Why is it that almost every time I travel, I can get a significantly better price than what’s offered on a hotel, rental car and, in some cases, airline Web site?

Just happened again today as I set hotel, air and car reservations for a San Diego and a San Francisco trip. I calculate that a little bit of social engineering on the phone saved me $400 in cumulative expenditures. Yes….$400!

This was done by bypassing the Web applications and going directly to the reservation agent. In one case I went directly to the hotel. I’ve been doing this for years and it works again and again and again.

So what’s clear to me as a voracious user of Web applications is that with a little bit of effort, I can always get a better price. The purveyors of these Web sites are teaching me (and my bride…who is a master at getting a better price) that a little bit of effort — and a direct human connection to an expensive customer service person — will save me money. (Note: it’s not just travel sites….I do the same thing with ecommerce sites in general and get stuff tossed in to the deal often).
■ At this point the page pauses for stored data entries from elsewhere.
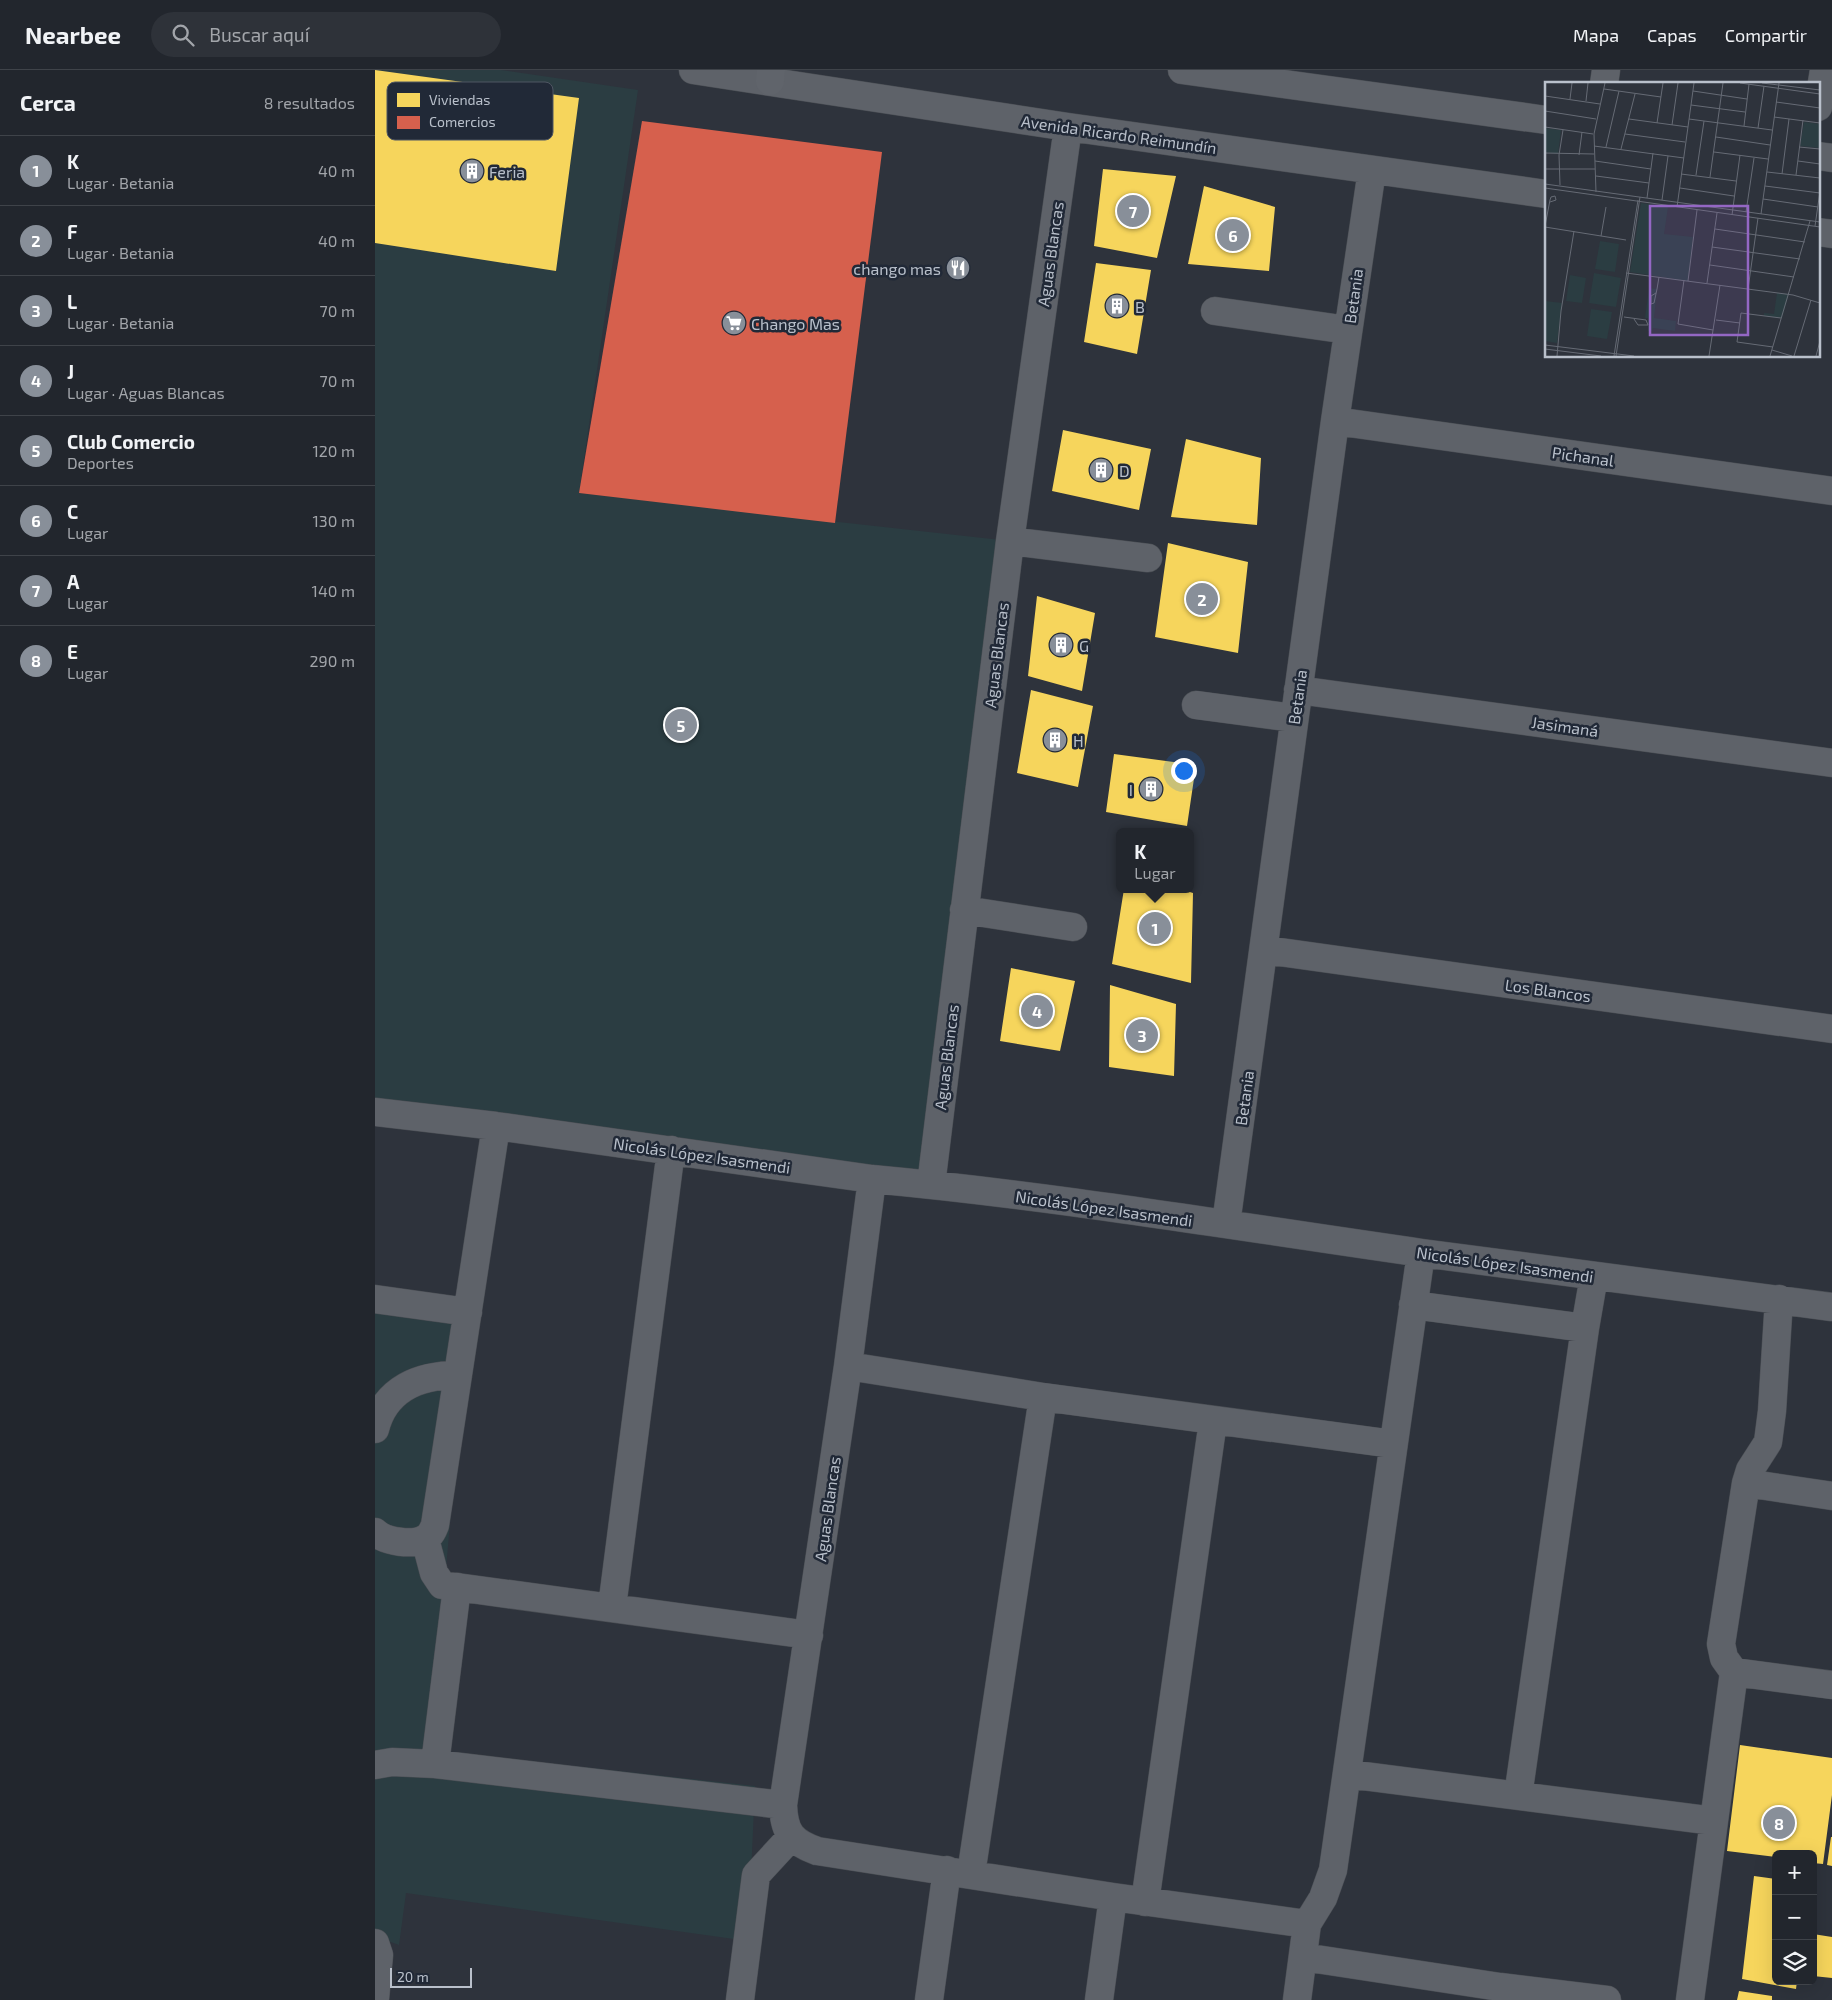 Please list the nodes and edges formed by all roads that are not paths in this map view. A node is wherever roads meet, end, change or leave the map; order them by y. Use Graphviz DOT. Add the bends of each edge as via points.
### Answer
graph roads {
  1 [pos="693,70"];
  2 [pos="1182,70"];
  3 [pos="1824,70"];
  4 [pos="770,75"];
  5 [pos="1819,100"];
  6 [pos="1545,120"];
  7 [pos="1068,127"];
  8 [pos="1819,156"];
  9 [pos="1832,158"];
  10 [pos="1372,170"];
  11 [pos="1545,194"];
  12 [pos="1819,232"];
  13 [pos="1832,234"];
  14 [pos="1215,311"];
  15 [pos="1348,330"];
  16 [pos="1335,421"];
  17 [pos="1832,491"];
  18 [pos="1010,541"];
  19 [pos="1148,558"];
  20 [pos="1299,690"];
  21 [pos="1196,704"];
  22 [pos="1294,718"];
  23 [pos="1832,763"];
  24 [pos="964,910"];
  25 [pos="1073,927"];
  26 [pos="1265,950"];
  27 [pos="1832,1029"];
  28 [pos="375,1112"];
  29 [pos="496,1126"];
  30 [pos="671,1150"];
  31 [pos="872,1179"];
  32 [pos="931,1185"];
  33 [pos="1227,1224"];
  34 [pos="1421,1253"];
  35 [pos="1594,1276"];
  36 [pos="375,1299"];
  37 [pos="1779,1300"];
  38 [pos="1413,1305"];
  39 [pos="1832,1307"];
  40 [pos="468,1312"];
  41 [pos="1585,1328"];
  42 [pos="848,1366"];
  43 [pos="458,1375"];
  44 [pos="1043,1397"];
  45 [pos="1213,1421"];
  46 [pos="375,1429"];
  47 [pos="1393,1444"];
  48 [pos="1746,1484"];
  49 [pos="1832,1496"];
  50 [pos="375,1532"];
  51 [pos="425,1539"];
  52 [pos="457,1587"];
  53 [pos="611,1607"];
  54 [pos="809,1635"];
  55 [pos="1734,1672"];
  56 [pos="1832,1685"];
  57 [pos="435,1764"];
  58 [pos="375,1765"];
  59 [pos="1348,1774"];
  60 [pos="1518,1796"];
  61 [pos="783,1805"];
  62 [pos="1714,1821"];
  63 [pos="791,1837"];
  64 [pos="959,1872"];
  65 [pos="1113,1897"];
  66 [pos="1145,1902"];
  67 [pos="1307,1924"];
  68 [pos="375,1943"];
  69 [pos="1303,1957"];
  70 [pos="1499,1993"];
  71 [pos="375,1999"];
  72 [pos="740,2000"];
  73 [pos="929,2000"];
  74 [pos="1099,2000"];
  75 [pos="1297,2000"];
  76 [pos="1607,2000"];
  77 [pos="1690,2000"];
  1 -- 4 [label="street, Avenida Ricardo Reimundín"];
  2 -- 6 [label="street"];
  3 -- 5 [label="street"];
  4 -- 7 [label="street, Avenida Ricardo Reimundín"];
  7 -- 10 [label="street, Avenida Ricardo Reimundín"];
  7 -- 18 [label="street, Aguas Blancas"];
  8 -- 9 [label="street"];
  10 -- 11 [label="street, Avenida Ricardo Reimundín"];
  10 -- 15 [label="street, Betania"];
  12 -- 13 [label="street"];
  14 -- 15 [label="street"];
  15 -- 16 [label="street, Betania"];
  16 -- 17 [label="street, Pichanal"];
  16 -- 20 [label="street, Betania"];
  18 -- 19 [label="street"];
  18 -- 24 [label="street, Aguas Blancas"];
  20 -- 22 [label="street, Betania"];
  20 -- 23 [label="street, Jasimaná"];
  21 -- 22 [label="street"];
  22 -- 26 [label="street, Betania"];
  24 -- 25 [label="street"];
  24 -- 32 [label="street, Aguas Blancas"];
  26 -- 27 [label="street, Los Blancos"];
  26 -- 33 [label="street, Betania"];
  28 -- 29 [label="street, Nicolás López Isasmendi"];
  29 -- 30 [label="street, Nicolás López Isasmendi"];
  29 -- 40 [label="street"];
  30 -- 31 [label="street, Nicolás López Isasmendi"];
  30 -- 53 [label="street"];
  31 -- 32 [label="street, Nicolás López Isasmendi"];
  31 -- 42 [label="street, Aguas Blancas"];
  32 -- 33 [label="street, Nicolás López Isasmendi"];
  33 -- 34 [label="street, Nicolás López Isasmendi"];
  34 -- 35 [label="street, Nicolás López Isasmendi"];
  34 -- 38 [label="street"];
  35 -- 37 [label="street, Nicolás López Isasmendi"];
  35 -- 41 [label="street"];
  36 -- 40 [label="street"];
  37 -- 39 [label="street, Nicolás López Isasmendi"];
  37 -- 48 [label="street" via="1768,1442 1750,1470"];
  38 -- 41 [label="street"];
  38 -- 47 [label="street"];
  40 -- 43 [label="street"];
  41 -- 60 [label="street"];
  42 -- 44 [label="street"];
  42 -- 54 [label="street, Aguas Blancas"];
  43 -- 46 [label="street" via="420,1379 405,1386 391,1397"];
  43 -- 51 [label="street" via="435,1525"];
  44 -- 45 [label="street"];
  44 -- 64 [label="street"];
  45 -- 47 [label="street"];
  45 -- 66 [label="street"];
  47 -- 59 [label="street"];
  48 -- 49 [label="street"];
  48 -- 55 [label="street" via="1721,1644 1724,1658"];
  50 -- 51 [label="street" via="385,1539"];
  51 -- 52 [label="street" via="434,1573 442,1585"];
  52 -- 53 [label="street"];
  52 -- 57 [label="street"];
  53 -- 54 [label="street"];
  54 -- 61 [label="street, Aguas Blancas"];
  55 -- 56 [label="street"];
  55 -- 62 [label="street"];
  57 -- 58 [label="street" via="392,1762"];
  57 -- 61 [label="street"];
  59 -- 60 [label="street"];
  59 -- 67 [label="street" via="1333,1870 1323,1898"];
  60 -- 62 [label="street"];
  61 -- 63 [label="street, Aguas Blancas" via="783,1820"];
  62 -- 77 [label="street"];
  63 -- 64 [label="street" via="800,1845 817,1851"];
  63 -- 72 [label="street" via="756,1875"];
  64 -- 65 [label="street"];
  64 -- 73 [label="street"];
  65 -- 66 [label="street"];
  65 -- 74 [label="street"];
  66 -- 67 [label="street"];
  67 -- 69 [label="street"];
  68 -- 71 [label="street" via="379,1954"];
  69 -- 70 [label="street"];
  69 -- 75 [label="street"];
  70 -- 76 [label="street"];
}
Again….they’re teaching, instructing and rewarding me to cajole, ask, plead, tell sob stories, and call back again to “see if there is a better deal”.  It makes me wonder if all these companies really know that they’re essentially helping me drive down their gross margins by increasing their costs and reducing their top-line revenue.

I suspect this is due to a reluctance on the part of these companies to expose too much in the way of their best deals online so that competitors could easily harvest their site and thus match or better them on price. But in the end, they’re ensuring their customers (and their best ones at that) learn to hammer on them to uncover those good deals. Gotta be a better way.